Collection entries
^^^^^^^^

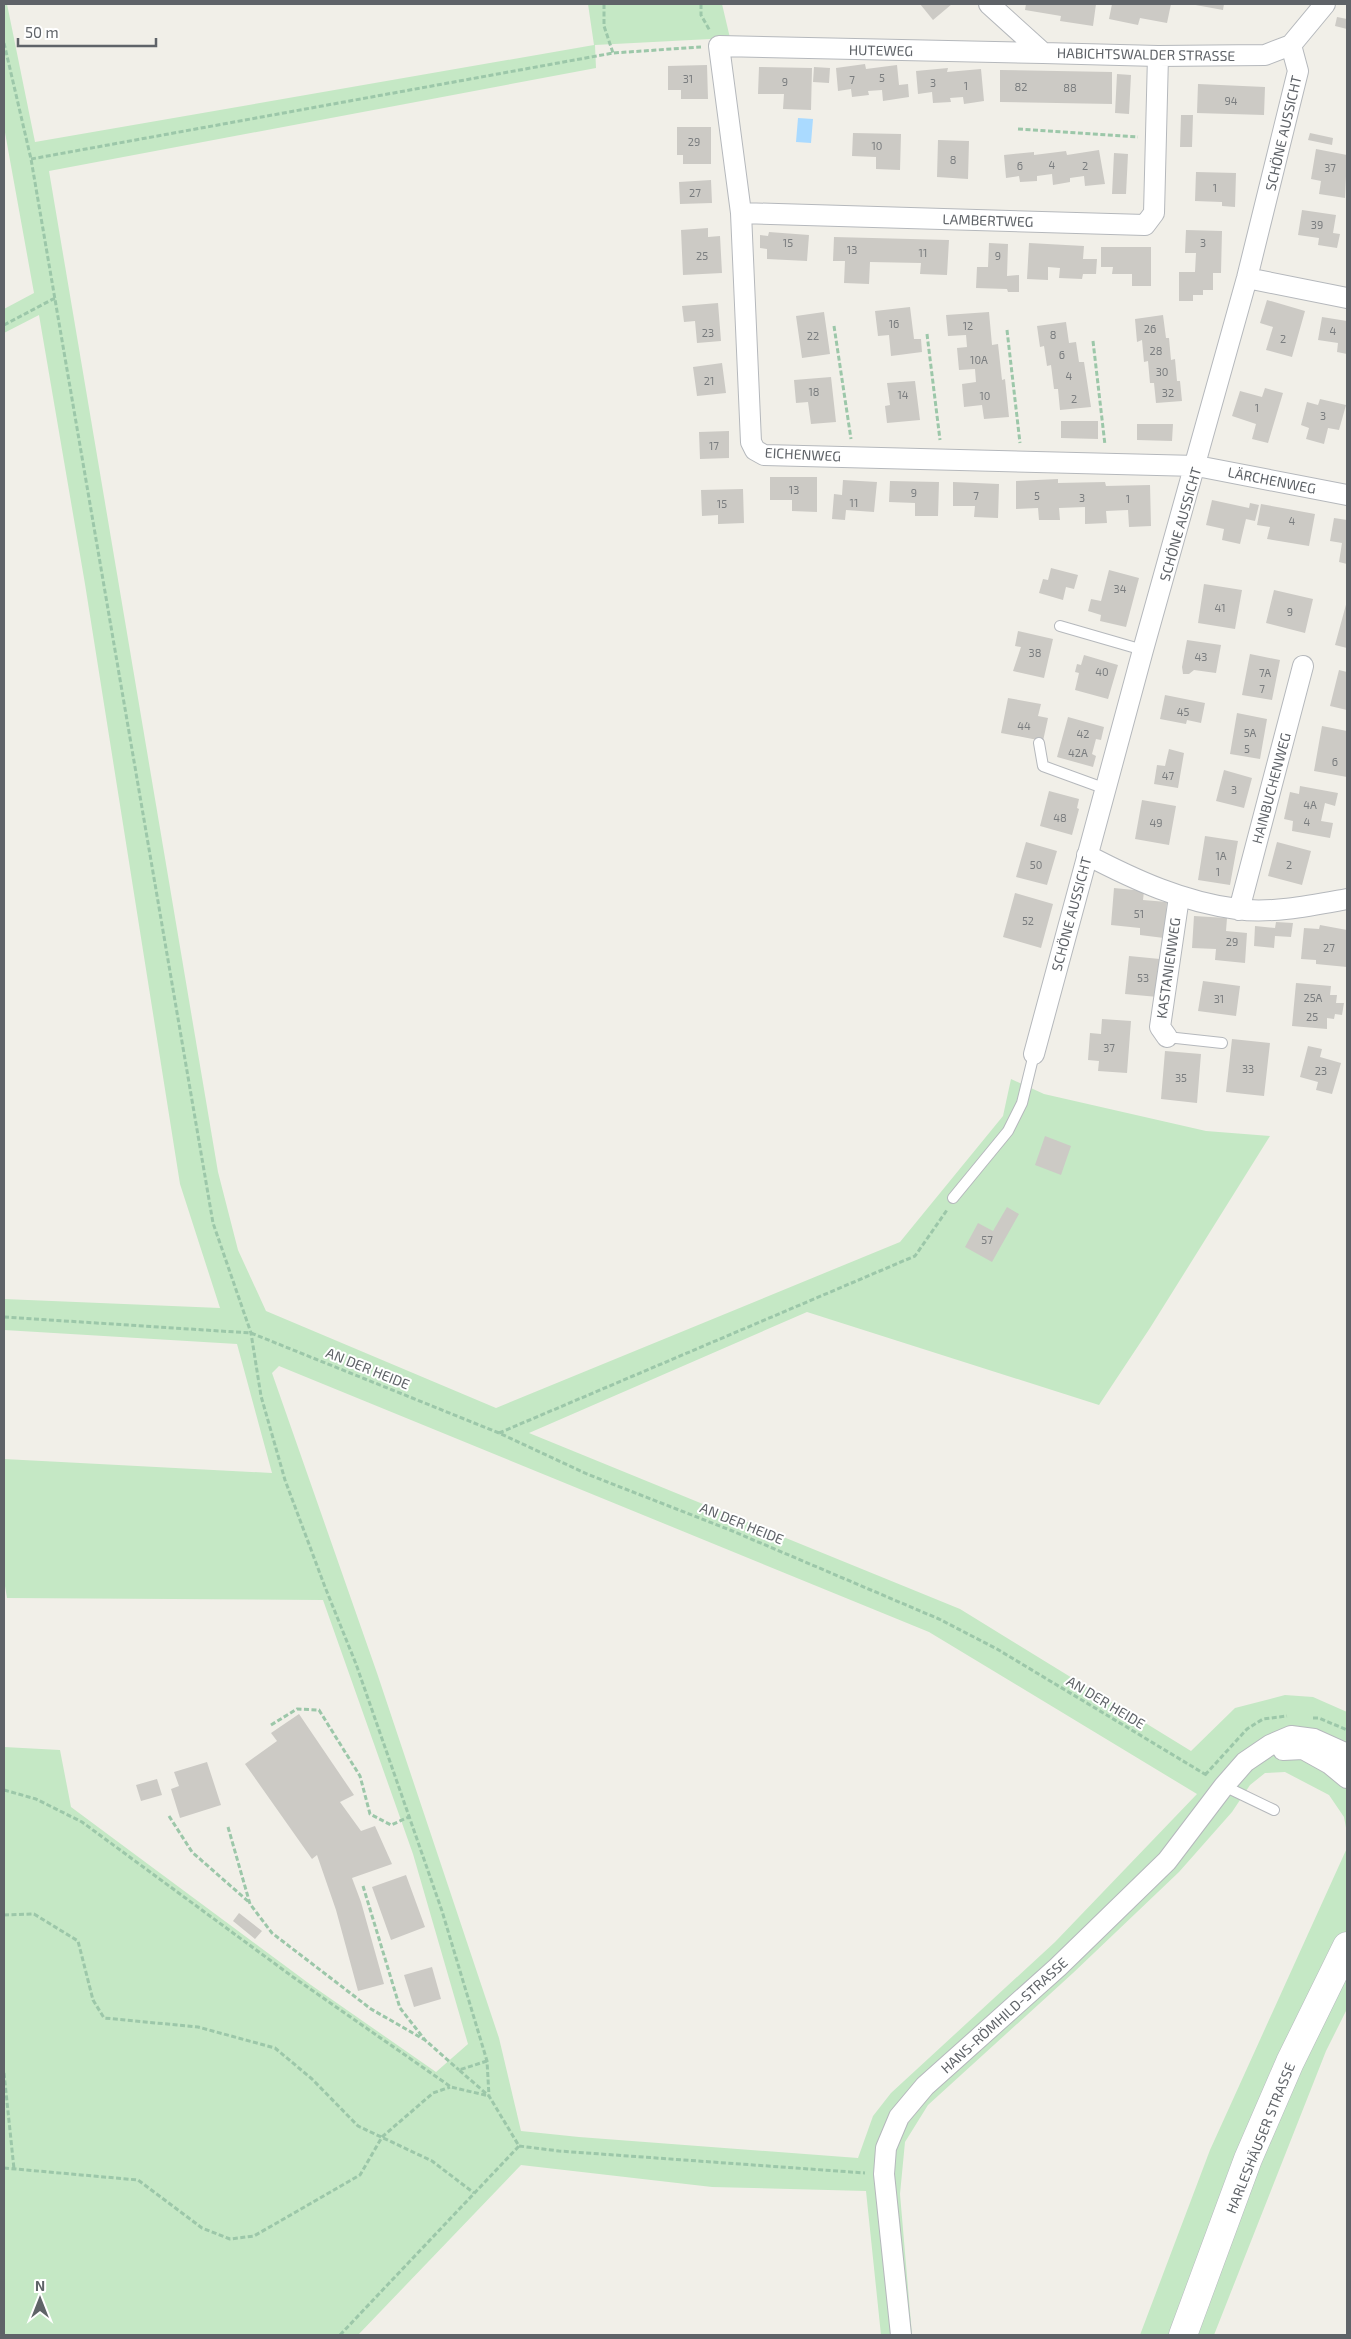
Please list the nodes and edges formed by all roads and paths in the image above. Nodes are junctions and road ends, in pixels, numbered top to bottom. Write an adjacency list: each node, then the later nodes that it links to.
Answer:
1 (604, 4): 8 (path)
2 (701, 4): 7 (path)
3 (989, 4): 9 (street, HABICHTSWALDER STRASSE)
4 (1325, 4): 6 (street)
5 (4, 43): 13 (path)
6 (1291, 44): 10 (street, HABICHTSWALDER STRASSE); 15 (street, SCHÖNE AUSSICHT)
7 (719, 46): 8 (path); 9 (street, HUTEWEG); 14 (street, EICHENWEG)
8 (613, 53): 13 (path)
9 (1043, 53): 10 (street, HABICHTSWALDER STRASSE)
10 (1158, 56): 12 (street, LAMBERTWEG)
11 (1018, 130): 12 (path)
12 (1156, 138): 14 (street, LAMBERTWEG)
13 (31, 159): 16 (path)
14 (741, 213): 23 (street, EICHENWEG)
15 (1247, 278): 17 (street); 27 (street, SCHÖNE AUSSICHT)
16 (55, 298): 18 (path); 43 (path)
17 (1347, 298)
18 (4, 325)
19 (834, 326): 23 (path)
20 (1007, 330): 25 (path)
21 (927, 334): 24 (path)
22 (1093, 341): 26 (path)
23 (854, 456): 24 (street, EICHENWEG)
24 (942, 459): 25 (street, EICHENWEG)
25 (1022, 462): 26 (street, EICHENWEG)
26 (1107, 464): 27 (street, EICHENWEG)
27 (1197, 466): 28 (street, LÄRCHENWEG); 30 (street, SCHÖNE AUSSICHT)
28 (1347, 495)
29 (1060, 626): 30 (lane)
30 (1143, 650): 33 (street, SCHÖNE AUSSICHT)
31 (1303, 666): 37 (street, HAINBUCHENWEG)
32 (1038, 743): 33 (lane)
33 (1106, 789): 34 (street, SCHÖNE AUSSICHT)
34 (1087, 855): 35 (street, KASTANIENWEG); 40 (street, SCHÖNE AUSSICHT)
35 (1179, 897): 37 (street, KASTANIENWEG); 38 (street, KASTANIENWEG)
36 (1347, 899): 37 (street, KASTANIENWEG)
37 (1239, 910)
38 (1167, 1037): 39 (lane)
39 (1222, 1043)
40 (1034, 1054): 41 (lane)
41 (953, 1198): 44 (path)
42 (4, 1317): 43 (path, AN DER HEIDE)
43 (251, 1333): 44 (path, AN DER HEIDE); 54 (path)
44 (499, 1433): 48 (path, AN DER HEIDE)
45 (271, 1725): 54 (path)
46 (1259, 1751): 47 (street, HANS-RÖMHILD-STRASSE); 49 (street); 50 (street, HANS-RÖMHILD-STRASSE)
47 (1347, 1754)
48 (1205, 1775)
49 (1347, 1778)
50 (1224, 1786): 52 (lane); 70 (street, HANS-RÖMHILD-STRASSE)
51 (4, 1790): 64 (path)
52 (1274, 1810)
53 (170, 1816): 57 (path)
54 (409, 1817): 61 (path)
55 (228, 1827): 57 (path)
56 (363, 1886): 60 (path)
57 (250, 1904): 60 (path)
58 (4, 1915): 66 (path)
59 (1347, 1946): 74 (main road, HARLESHÄUSER STRASSE)
60 (425, 2040): 62 (path)
61 (487, 2061): 62 (path); 65 (path)
62 (459, 2070): 65 (path)
63 (4, 2073): 69 (path)
64 (450, 2087): 65 (path); 66 (path)
65 (489, 2096): 67 (path)
66 (382, 2137): 69 (path); 71 (path)
67 (518, 2146): 70 (path); 71 (path)
68 (4, 2168): 69 (path)
69 (14, 2169)
70 (884, 2174): 73 (street, HANS-RÖMHILD-STRASSE)
71 (474, 2193): 72 (path)
72 (340, 2335)
73 (901, 2335)
74 (1183, 2335)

^^^^^^^^

- What the task requires: Output, exactly, all the records above; include no pictures.

- Answer box:
Please list the nodes and edges formed by all roads and paths in the image above. Nodes are junctions and road ends, in pixels, numbered top to bottom. Write an adjacency list: each node, then the later nodes that it links to.
Answer:
1 (604, 4): 8 (path)
2 (701, 4): 7 (path)
3 (989, 4): 9 (street, HABICHTSWALDER STRASSE)
4 (1325, 4): 6 (street)
5 (4, 43): 13 (path)
6 (1291, 44): 10 (street, HABICHTSWALDER STRASSE); 15 (street, SCHÖNE AUSSICHT)
7 (719, 46): 8 (path); 9 (street, HUTEWEG); 14 (street, EICHENWEG)
8 (613, 53): 13 (path)
9 (1043, 53): 10 (street, HABICHTSWALDER STRASSE)
10 (1158, 56): 12 (street, LAMBERTWEG)
11 (1018, 130): 12 (path)
12 (1156, 138): 14 (street, LAMBERTWEG)
13 (31, 159): 16 (path)
14 (741, 213): 23 (street, EICHENWEG)
15 (1247, 278): 17 (street); 27 (street, SCHÖNE AUSSICHT)
16 (55, 298): 18 (path); 43 (path)
17 (1347, 298)
18 (4, 325)
19 (834, 326): 23 (path)
20 (1007, 330): 25 (path)
21 (927, 334): 24 (path)
22 (1093, 341): 26 (path)
23 (854, 456): 24 (street, EICHENWEG)
24 (942, 459): 25 (street, EICHENWEG)
25 (1022, 462): 26 (street, EICHENWEG)
26 (1107, 464): 27 (street, EICHENWEG)
27 (1197, 466): 28 (street, LÄRCHENWEG); 30 (street, SCHÖNE AUSSICHT)
28 (1347, 495)
29 (1060, 626): 30 (lane)
30 (1143, 650): 33 (street, SCHÖNE AUSSICHT)
31 (1303, 666): 37 (street, HAINBUCHENWEG)
32 (1038, 743): 33 (lane)
33 (1106, 789): 34 (street, SCHÖNE AUSSICHT)
34 (1087, 855): 35 (street, KASTANIENWEG); 40 (street, SCHÖNE AUSSICHT)
35 (1179, 897): 37 (street, KASTANIENWEG); 38 (street, KASTANIENWEG)
36 (1347, 899): 37 (street, KASTANIENWEG)
37 (1239, 910)
38 (1167, 1037): 39 (lane)
39 (1222, 1043)
40 (1034, 1054): 41 (lane)
41 (953, 1198): 44 (path)
42 (4, 1317): 43 (path, AN DER HEIDE)
43 (251, 1333): 44 (path, AN DER HEIDE); 54 (path)
44 (499, 1433): 48 (path, AN DER HEIDE)
45 (271, 1725): 54 (path)
46 (1259, 1751): 47 (street, HANS-RÖMHILD-STRASSE); 49 (street); 50 (street, HANS-RÖMHILD-STRASSE)
47 (1347, 1754)
48 (1205, 1775)
49 (1347, 1778)
50 (1224, 1786): 52 (lane); 70 (street, HANS-RÖMHILD-STRASSE)
51 (4, 1790): 64 (path)
52 (1274, 1810)
53 (170, 1816): 57 (path)
54 (409, 1817): 61 (path)
55 (228, 1827): 57 (path)
56 (363, 1886): 60 (path)
57 (250, 1904): 60 (path)
58 (4, 1915): 66 (path)
59 (1347, 1946): 74 (main road, HARLESHÄUSER STRASSE)
60 (425, 2040): 62 (path)
61 (487, 2061): 62 (path); 65 (path)
62 (459, 2070): 65 (path)
63 (4, 2073): 69 (path)
64 (450, 2087): 65 (path); 66 (path)
65 (489, 2096): 67 (path)
66 (382, 2137): 69 (path); 71 (path)
67 (518, 2146): 70 (path); 71 (path)
68 (4, 2168): 69 (path)
69 (14, 2169)
70 (884, 2174): 73 (street, HANS-RÖMHILD-STRASSE)
71 (474, 2193): 72 (path)
72 (340, 2335)
73 (901, 2335)
74 (1183, 2335)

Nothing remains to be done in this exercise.